▶ Exercise aim
Restate every record word for word, without the pictures.

▶ The data
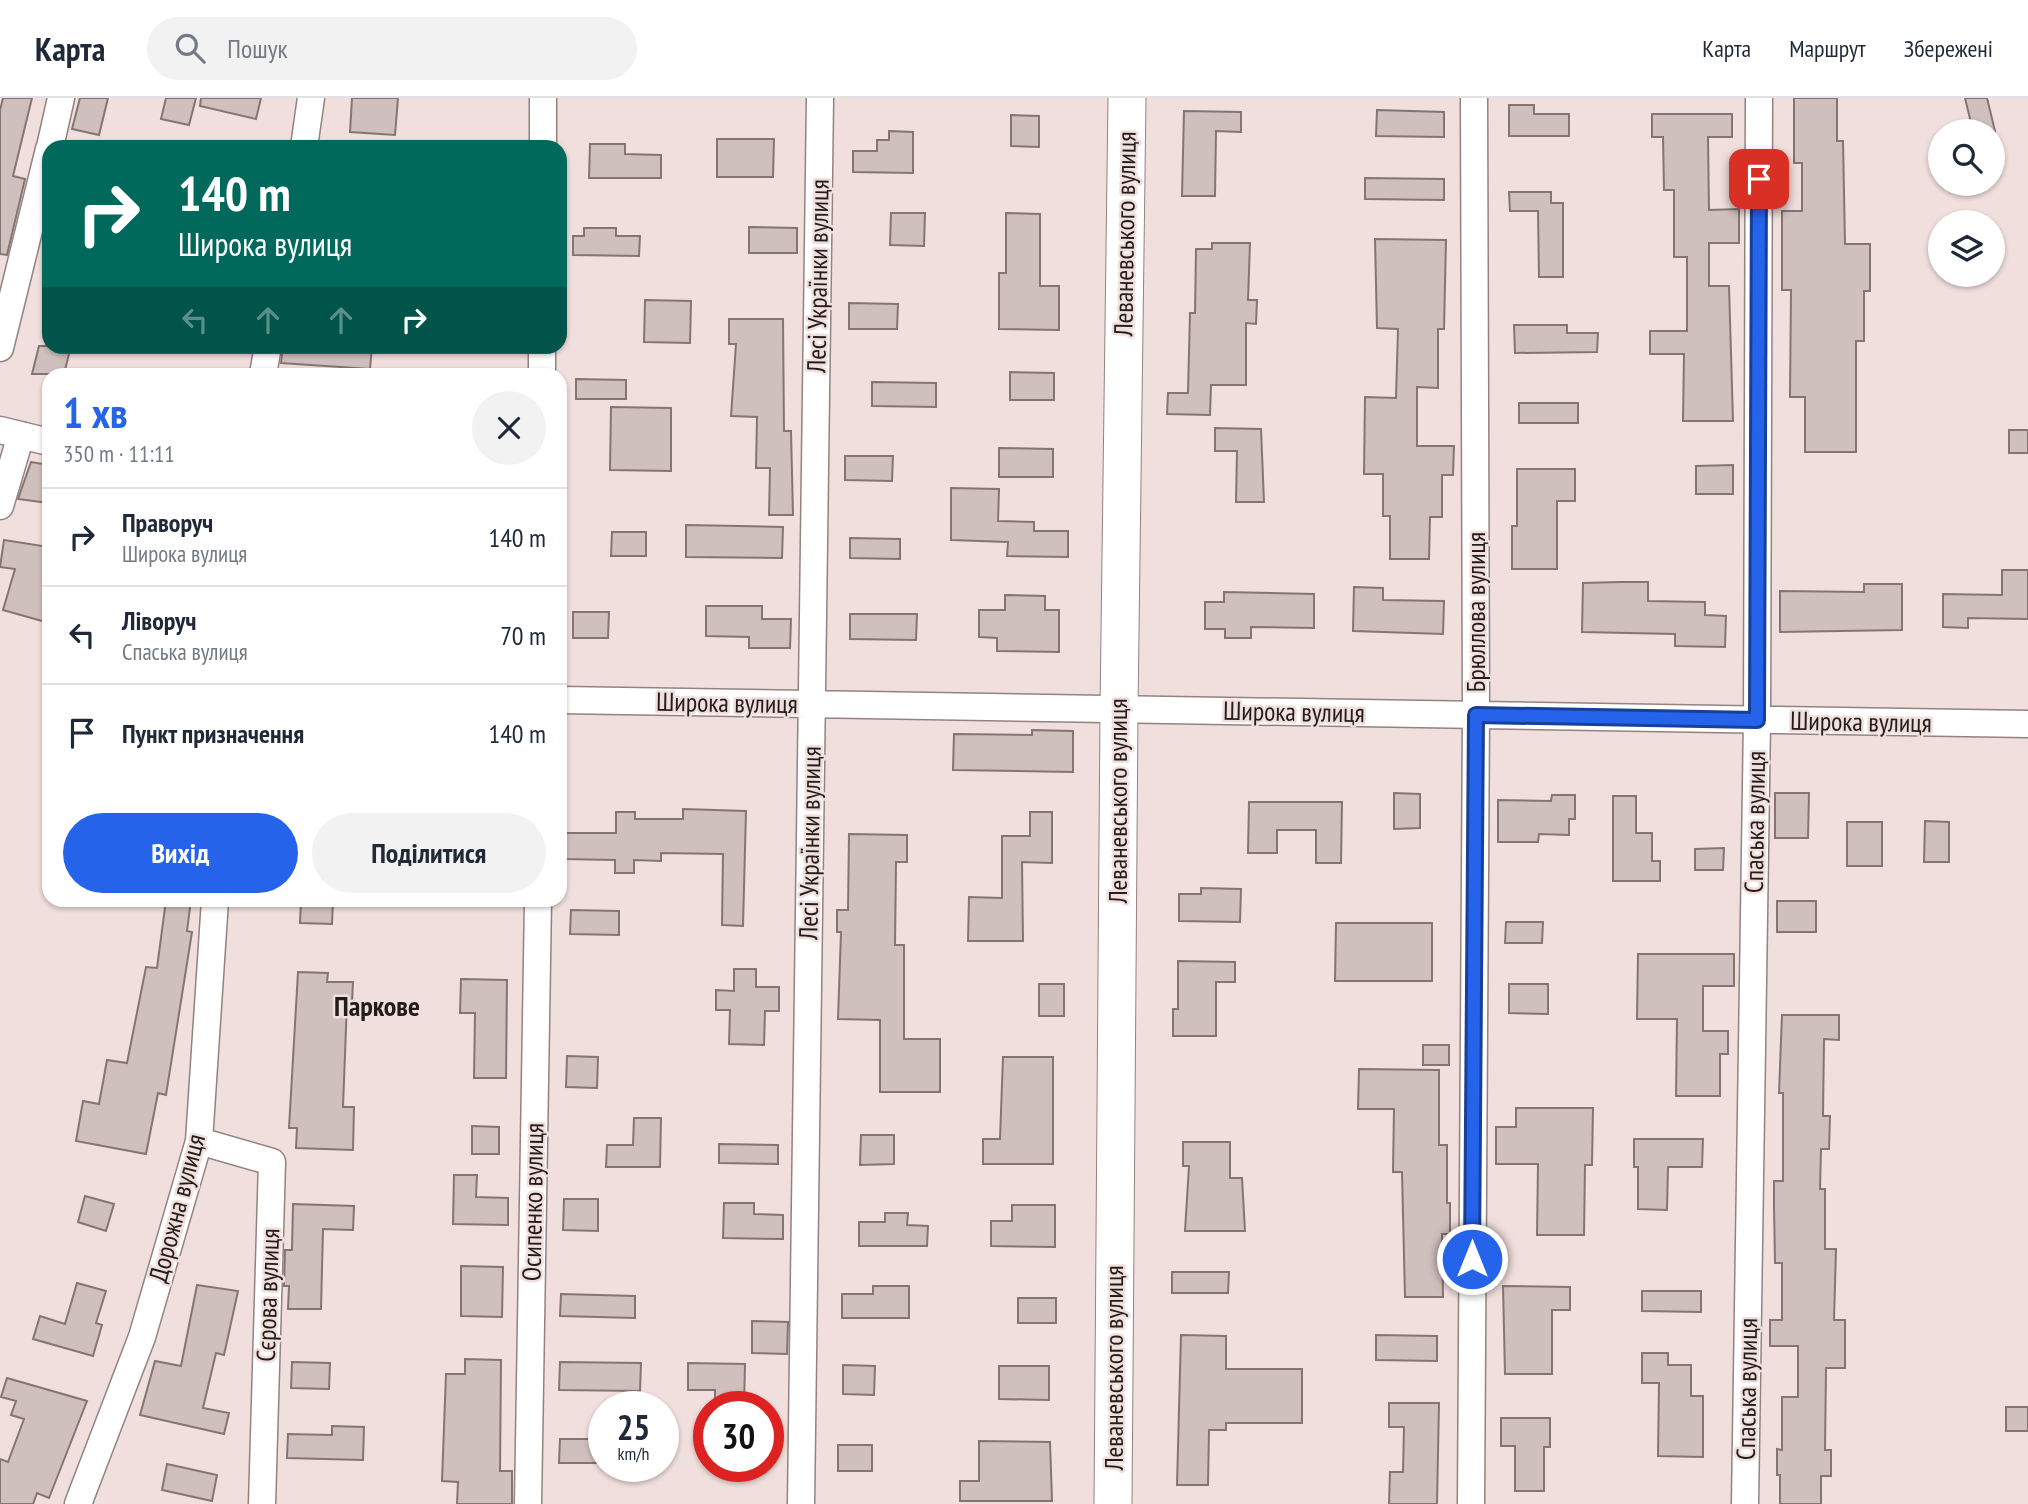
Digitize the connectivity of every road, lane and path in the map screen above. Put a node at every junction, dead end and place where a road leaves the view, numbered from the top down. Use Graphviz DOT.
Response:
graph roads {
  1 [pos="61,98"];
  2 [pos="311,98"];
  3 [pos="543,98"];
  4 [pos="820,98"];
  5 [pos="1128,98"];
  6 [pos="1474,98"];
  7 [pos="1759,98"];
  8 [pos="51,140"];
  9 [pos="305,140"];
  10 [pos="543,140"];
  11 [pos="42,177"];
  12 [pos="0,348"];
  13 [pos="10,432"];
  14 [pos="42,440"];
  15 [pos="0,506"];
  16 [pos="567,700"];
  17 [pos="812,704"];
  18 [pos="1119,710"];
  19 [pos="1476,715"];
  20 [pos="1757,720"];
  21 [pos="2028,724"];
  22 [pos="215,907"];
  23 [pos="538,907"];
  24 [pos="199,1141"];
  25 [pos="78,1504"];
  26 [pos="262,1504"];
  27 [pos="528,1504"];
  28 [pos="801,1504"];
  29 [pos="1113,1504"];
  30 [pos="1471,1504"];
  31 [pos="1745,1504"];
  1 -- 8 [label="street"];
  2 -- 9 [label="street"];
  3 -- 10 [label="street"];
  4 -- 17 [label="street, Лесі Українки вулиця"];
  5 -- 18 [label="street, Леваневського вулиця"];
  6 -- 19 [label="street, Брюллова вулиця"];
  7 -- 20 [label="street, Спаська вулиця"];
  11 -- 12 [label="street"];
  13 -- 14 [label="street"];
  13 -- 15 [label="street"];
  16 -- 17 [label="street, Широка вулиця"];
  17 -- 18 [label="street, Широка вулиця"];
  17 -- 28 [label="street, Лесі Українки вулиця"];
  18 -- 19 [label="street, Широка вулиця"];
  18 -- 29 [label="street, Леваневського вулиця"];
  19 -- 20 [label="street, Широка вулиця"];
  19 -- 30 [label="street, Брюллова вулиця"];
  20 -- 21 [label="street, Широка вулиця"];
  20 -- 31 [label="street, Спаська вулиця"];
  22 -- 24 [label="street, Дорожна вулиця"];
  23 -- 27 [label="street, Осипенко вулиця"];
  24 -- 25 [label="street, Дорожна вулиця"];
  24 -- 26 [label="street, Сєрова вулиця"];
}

▶ Your solution
Digitize the connectivity of every road, lane and path in the map screen above. Put a node at every junction, dead end and place where a road leaves the view, numbered from the top down. Use Graphviz DOT.
Response:
graph roads {
  1 [pos="61,98"];
  2 [pos="311,98"];
  3 [pos="543,98"];
  4 [pos="820,98"];
  5 [pos="1128,98"];
  6 [pos="1474,98"];
  7 [pos="1759,98"];
  8 [pos="51,140"];
  9 [pos="305,140"];
  10 [pos="543,140"];
  11 [pos="42,177"];
  12 [pos="0,348"];
  13 [pos="10,432"];
  14 [pos="42,440"];
  15 [pos="0,506"];
  16 [pos="567,700"];
  17 [pos="812,704"];
  18 [pos="1119,710"];
  19 [pos="1476,715"];
  20 [pos="1757,720"];
  21 [pos="2028,724"];
  22 [pos="215,907"];
  23 [pos="538,907"];
  24 [pos="199,1141"];
  25 [pos="78,1504"];
  26 [pos="262,1504"];
  27 [pos="528,1504"];
  28 [pos="801,1504"];
  29 [pos="1113,1504"];
  30 [pos="1471,1504"];
  31 [pos="1745,1504"];
  1 -- 8 [label="street"];
  2 -- 9 [label="street"];
  3 -- 10 [label="street"];
  4 -- 17 [label="street, Лесі Українки вулиця"];
  5 -- 18 [label="street, Леваневського вулиця"];
  6 -- 19 [label="street, Брюллова вулиця"];
  7 -- 20 [label="street, Спаська вулиця"];
  11 -- 12 [label="street"];
  13 -- 14 [label="street"];
  13 -- 15 [label="street"];
  16 -- 17 [label="street, Широка вулиця"];
  17 -- 18 [label="street, Широка вулиця"];
  17 -- 28 [label="street, Лесі Українки вулиця"];
  18 -- 19 [label="street, Широка вулиця"];
  18 -- 29 [label="street, Леваневського вулиця"];
  19 -- 20 [label="street, Широка вулиця"];
  19 -- 30 [label="street, Брюллова вулиця"];
  20 -- 21 [label="street, Широка вулиця"];
  20 -- 31 [label="street, Спаська вулиця"];
  22 -- 24 [label="street, Дорожна вулиця"];
  23 -- 27 [label="street, Осипенко вулиця"];
  24 -- 25 [label="street, Дорожна вулиця"];
  24 -- 26 [label="street, Сєрова вулиця"];
}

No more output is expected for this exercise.